Provided data
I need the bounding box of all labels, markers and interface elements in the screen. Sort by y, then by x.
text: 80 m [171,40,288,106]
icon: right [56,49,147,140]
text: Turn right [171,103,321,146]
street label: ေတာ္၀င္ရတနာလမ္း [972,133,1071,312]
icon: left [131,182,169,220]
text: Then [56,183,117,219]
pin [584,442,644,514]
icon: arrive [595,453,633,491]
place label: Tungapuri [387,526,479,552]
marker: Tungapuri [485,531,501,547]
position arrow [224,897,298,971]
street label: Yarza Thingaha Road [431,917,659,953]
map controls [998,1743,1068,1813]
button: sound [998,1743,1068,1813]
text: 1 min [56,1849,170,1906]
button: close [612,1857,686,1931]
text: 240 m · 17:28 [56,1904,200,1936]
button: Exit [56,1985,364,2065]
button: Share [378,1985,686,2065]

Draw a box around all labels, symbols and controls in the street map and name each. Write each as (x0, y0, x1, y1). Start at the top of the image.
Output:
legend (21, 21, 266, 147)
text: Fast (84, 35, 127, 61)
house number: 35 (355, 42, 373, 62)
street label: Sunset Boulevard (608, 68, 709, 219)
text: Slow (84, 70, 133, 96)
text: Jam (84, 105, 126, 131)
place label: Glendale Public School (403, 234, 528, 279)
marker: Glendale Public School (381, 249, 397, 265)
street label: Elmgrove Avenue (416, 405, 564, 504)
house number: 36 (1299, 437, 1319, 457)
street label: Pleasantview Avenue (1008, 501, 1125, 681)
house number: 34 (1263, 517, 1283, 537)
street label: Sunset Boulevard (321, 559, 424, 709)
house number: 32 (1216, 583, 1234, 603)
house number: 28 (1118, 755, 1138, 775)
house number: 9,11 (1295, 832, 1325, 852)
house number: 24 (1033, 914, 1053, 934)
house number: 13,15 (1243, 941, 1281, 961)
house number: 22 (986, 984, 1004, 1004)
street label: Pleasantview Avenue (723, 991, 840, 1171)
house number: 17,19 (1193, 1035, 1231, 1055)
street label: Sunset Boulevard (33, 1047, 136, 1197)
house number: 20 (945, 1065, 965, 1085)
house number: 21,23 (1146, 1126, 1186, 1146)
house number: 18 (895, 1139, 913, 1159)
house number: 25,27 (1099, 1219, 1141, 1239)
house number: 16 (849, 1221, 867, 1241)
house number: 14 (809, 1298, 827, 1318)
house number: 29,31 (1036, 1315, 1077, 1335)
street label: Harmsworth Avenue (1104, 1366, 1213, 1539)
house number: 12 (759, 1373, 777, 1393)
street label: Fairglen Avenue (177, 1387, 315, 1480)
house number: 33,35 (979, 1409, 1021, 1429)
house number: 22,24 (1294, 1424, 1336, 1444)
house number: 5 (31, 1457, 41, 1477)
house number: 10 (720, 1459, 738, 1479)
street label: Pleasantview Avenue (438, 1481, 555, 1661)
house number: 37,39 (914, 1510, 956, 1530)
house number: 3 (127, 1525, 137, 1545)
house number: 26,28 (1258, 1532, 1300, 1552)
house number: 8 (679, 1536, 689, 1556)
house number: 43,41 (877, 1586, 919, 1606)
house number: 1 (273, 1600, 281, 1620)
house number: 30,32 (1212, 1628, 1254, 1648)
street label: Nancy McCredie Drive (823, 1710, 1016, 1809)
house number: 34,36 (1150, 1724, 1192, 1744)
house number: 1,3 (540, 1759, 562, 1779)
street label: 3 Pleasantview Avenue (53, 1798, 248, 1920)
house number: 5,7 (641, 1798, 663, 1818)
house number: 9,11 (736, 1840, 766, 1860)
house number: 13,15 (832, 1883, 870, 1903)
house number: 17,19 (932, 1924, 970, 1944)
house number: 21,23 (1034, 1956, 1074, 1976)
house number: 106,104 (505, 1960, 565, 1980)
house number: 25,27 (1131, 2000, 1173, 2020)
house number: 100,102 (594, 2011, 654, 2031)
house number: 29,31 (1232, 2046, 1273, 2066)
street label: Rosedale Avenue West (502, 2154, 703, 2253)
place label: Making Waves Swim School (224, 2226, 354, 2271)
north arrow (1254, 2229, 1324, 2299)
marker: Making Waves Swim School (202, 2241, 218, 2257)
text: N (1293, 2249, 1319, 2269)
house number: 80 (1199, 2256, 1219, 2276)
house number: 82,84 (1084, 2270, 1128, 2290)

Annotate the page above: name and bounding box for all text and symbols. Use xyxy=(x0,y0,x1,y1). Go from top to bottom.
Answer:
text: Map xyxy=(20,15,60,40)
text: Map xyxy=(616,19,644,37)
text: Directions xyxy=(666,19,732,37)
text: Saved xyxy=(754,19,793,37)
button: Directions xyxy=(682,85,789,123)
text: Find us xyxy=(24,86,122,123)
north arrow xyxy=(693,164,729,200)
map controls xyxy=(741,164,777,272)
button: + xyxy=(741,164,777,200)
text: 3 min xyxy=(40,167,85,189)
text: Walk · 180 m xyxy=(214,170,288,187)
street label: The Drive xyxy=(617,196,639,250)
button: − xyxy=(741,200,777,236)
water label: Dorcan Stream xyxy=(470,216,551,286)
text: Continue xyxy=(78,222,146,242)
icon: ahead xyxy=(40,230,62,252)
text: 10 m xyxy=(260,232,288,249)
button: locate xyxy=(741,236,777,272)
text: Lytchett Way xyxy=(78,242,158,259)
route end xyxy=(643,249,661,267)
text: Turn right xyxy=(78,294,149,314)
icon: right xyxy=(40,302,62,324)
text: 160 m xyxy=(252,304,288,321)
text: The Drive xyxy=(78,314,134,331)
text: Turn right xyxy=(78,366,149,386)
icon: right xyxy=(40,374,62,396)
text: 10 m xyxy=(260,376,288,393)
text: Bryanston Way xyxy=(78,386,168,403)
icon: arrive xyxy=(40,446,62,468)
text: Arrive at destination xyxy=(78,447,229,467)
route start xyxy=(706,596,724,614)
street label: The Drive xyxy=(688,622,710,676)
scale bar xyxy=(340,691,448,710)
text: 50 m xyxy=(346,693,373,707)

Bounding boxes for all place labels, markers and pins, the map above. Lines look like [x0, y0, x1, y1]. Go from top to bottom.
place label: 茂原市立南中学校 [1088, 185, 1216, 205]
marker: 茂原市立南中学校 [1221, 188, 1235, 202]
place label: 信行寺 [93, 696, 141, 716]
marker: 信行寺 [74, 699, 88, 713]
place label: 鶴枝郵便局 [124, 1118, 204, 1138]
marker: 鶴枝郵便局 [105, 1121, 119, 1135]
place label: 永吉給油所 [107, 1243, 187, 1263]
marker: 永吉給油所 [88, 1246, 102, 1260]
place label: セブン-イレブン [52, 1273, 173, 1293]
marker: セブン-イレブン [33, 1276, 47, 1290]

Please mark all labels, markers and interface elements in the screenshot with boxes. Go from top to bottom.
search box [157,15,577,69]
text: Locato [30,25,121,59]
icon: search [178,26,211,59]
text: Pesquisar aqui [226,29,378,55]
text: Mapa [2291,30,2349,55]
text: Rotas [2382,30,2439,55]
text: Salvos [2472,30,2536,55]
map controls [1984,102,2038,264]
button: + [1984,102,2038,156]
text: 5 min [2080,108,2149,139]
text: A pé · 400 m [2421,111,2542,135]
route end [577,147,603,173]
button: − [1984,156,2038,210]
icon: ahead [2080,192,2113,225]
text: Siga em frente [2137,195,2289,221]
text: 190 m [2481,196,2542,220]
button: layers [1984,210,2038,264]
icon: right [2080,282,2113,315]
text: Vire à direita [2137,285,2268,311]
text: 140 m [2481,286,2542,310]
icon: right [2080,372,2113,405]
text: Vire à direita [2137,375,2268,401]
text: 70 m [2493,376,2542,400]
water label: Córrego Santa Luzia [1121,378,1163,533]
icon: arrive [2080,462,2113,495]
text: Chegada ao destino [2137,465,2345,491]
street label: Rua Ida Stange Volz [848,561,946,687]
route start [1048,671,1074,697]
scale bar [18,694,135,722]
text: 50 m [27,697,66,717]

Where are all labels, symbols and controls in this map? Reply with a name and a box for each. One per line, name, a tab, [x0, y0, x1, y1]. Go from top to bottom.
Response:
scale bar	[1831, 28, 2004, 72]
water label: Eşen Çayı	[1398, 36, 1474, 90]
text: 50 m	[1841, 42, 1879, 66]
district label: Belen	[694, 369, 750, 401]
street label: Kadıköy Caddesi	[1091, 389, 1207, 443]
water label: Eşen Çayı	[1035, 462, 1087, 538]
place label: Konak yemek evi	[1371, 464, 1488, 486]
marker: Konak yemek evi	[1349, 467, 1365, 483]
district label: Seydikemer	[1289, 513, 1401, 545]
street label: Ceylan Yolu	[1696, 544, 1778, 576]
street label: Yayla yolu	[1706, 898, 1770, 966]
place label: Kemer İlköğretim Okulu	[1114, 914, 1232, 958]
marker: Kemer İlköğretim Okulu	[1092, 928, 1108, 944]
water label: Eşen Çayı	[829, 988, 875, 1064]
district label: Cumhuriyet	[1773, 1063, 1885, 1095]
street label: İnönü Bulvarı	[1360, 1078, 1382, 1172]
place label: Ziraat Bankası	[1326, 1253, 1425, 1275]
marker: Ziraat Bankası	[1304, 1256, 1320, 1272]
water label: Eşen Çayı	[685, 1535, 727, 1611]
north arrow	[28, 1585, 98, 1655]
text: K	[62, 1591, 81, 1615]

Activity
Restate the entries above word for word, beginning with their first line and ending with the line holding "Draw a box around"; omit everything else.

Written answer
I need the bounding box of all labels, markers and interface elements in the screen. Sort by y, then by x.
text: 80 m [171,40,288,106]
icon: right [56,49,147,140]
text: Turn right [171,103,321,146]
street label: ေတာ္၀င္ရတနာလမ္း [972,133,1071,312]
icon: left [131,182,169,220]
text: Then [56,183,117,219]
pin [584,442,644,514]
icon: arrive [595,453,633,491]
place label: Tungapuri [387,526,479,552]
marker: Tungapuri [485,531,501,547]
position arrow [224,897,298,971]
street label: Yarza Thingaha Road [431,917,659,953]
map controls [998,1743,1068,1813]
button: sound [998,1743,1068,1813]
text: 1 min [56,1849,170,1906]
button: close [612,1857,686,1931]
text: 240 m · 17:28 [56,1904,200,1936]
button: Exit [56,1985,364,2065]
button: Share [378,1985,686,2065]

Draw a box around all labels, symbols and controls in the street map and name each. Write each as (x0, y0, x1, y1). Start at the top of the image.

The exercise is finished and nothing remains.